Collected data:
----

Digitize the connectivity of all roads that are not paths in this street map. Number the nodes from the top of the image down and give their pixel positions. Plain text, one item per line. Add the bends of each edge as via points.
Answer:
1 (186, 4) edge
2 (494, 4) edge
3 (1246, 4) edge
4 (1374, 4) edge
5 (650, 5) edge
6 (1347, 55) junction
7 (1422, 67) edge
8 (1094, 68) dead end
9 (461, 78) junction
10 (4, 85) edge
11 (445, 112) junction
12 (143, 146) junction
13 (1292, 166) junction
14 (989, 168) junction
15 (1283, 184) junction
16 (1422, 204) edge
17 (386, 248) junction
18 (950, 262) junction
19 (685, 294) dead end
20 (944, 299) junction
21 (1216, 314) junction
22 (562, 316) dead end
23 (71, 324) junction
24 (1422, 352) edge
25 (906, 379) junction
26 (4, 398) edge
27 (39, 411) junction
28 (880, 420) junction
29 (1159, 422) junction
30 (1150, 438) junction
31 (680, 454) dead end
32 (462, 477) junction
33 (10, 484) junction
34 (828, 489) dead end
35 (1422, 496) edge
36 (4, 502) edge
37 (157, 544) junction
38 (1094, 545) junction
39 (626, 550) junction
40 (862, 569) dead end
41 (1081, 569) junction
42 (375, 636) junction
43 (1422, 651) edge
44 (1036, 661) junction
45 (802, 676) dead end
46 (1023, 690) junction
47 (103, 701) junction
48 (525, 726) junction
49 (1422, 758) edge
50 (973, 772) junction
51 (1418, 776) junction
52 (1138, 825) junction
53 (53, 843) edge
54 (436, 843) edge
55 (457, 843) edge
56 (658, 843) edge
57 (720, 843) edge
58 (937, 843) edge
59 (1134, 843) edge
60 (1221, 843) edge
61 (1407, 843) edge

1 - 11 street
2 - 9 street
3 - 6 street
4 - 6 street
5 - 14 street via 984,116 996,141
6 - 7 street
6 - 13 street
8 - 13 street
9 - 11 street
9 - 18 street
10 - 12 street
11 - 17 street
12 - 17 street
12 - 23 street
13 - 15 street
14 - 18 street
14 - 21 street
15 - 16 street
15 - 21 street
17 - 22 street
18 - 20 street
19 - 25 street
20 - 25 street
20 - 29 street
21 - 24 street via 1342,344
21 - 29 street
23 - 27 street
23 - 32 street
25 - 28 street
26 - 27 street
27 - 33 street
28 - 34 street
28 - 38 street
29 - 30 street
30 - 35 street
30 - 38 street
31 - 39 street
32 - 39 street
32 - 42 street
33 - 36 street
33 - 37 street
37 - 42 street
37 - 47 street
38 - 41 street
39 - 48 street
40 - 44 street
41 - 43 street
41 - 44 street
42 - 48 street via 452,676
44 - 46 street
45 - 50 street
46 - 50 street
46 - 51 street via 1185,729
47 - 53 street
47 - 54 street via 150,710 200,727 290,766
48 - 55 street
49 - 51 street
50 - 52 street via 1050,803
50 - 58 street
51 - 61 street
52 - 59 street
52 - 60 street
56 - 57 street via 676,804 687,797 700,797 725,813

----

▶ THE TASK:
The full set of records should be duplicated exactly.

▶ COMPLETED TASK:
Digitize the connectivity of all roads that are not paths in this street map. Number the nodes from the top of the image down and give their pixel positions. Plain text, one item per line. Add the bends of each edge as via points.
Answer:
1 (186, 4) edge
2 (494, 4) edge
3 (1246, 4) edge
4 (1374, 4) edge
5 (650, 5) edge
6 (1347, 55) junction
7 (1422, 67) edge
8 (1094, 68) dead end
9 (461, 78) junction
10 (4, 85) edge
11 (445, 112) junction
12 (143, 146) junction
13 (1292, 166) junction
14 (989, 168) junction
15 (1283, 184) junction
16 (1422, 204) edge
17 (386, 248) junction
18 (950, 262) junction
19 (685, 294) dead end
20 (944, 299) junction
21 (1216, 314) junction
22 (562, 316) dead end
23 (71, 324) junction
24 (1422, 352) edge
25 (906, 379) junction
26 (4, 398) edge
27 (39, 411) junction
28 (880, 420) junction
29 (1159, 422) junction
30 (1150, 438) junction
31 (680, 454) dead end
32 (462, 477) junction
33 (10, 484) junction
34 (828, 489) dead end
35 (1422, 496) edge
36 (4, 502) edge
37 (157, 544) junction
38 (1094, 545) junction
39 (626, 550) junction
40 (862, 569) dead end
41 (1081, 569) junction
42 (375, 636) junction
43 (1422, 651) edge
44 (1036, 661) junction
45 (802, 676) dead end
46 (1023, 690) junction
47 (103, 701) junction
48 (525, 726) junction
49 (1422, 758) edge
50 (973, 772) junction
51 (1418, 776) junction
52 (1138, 825) junction
53 (53, 843) edge
54 (436, 843) edge
55 (457, 843) edge
56 (658, 843) edge
57 (720, 843) edge
58 (937, 843) edge
59 (1134, 843) edge
60 (1221, 843) edge
61 (1407, 843) edge

1 - 11 street
2 - 9 street
3 - 6 street
4 - 6 street
5 - 14 street via 984,116 996,141
6 - 7 street
6 - 13 street
8 - 13 street
9 - 11 street
9 - 18 street
10 - 12 street
11 - 17 street
12 - 17 street
12 - 23 street
13 - 15 street
14 - 18 street
14 - 21 street
15 - 16 street
15 - 21 street
17 - 22 street
18 - 20 street
19 - 25 street
20 - 25 street
20 - 29 street
21 - 24 street via 1342,344
21 - 29 street
23 - 27 street
23 - 32 street
25 - 28 street
26 - 27 street
27 - 33 street
28 - 34 street
28 - 38 street
29 - 30 street
30 - 35 street
30 - 38 street
31 - 39 street
32 - 39 street
32 - 42 street
33 - 36 street
33 - 37 street
37 - 42 street
37 - 47 street
38 - 41 street
39 - 48 street
40 - 44 street
41 - 43 street
41 - 44 street
42 - 48 street via 452,676
44 - 46 street
45 - 50 street
46 - 50 street
46 - 51 street via 1185,729
47 - 53 street
47 - 54 street via 150,710 200,727 290,766
48 - 55 street
49 - 51 street
50 - 52 street via 1050,803
50 - 58 street
51 - 61 street
52 - 59 street
52 - 60 street
56 - 57 street via 676,804 687,797 700,797 725,813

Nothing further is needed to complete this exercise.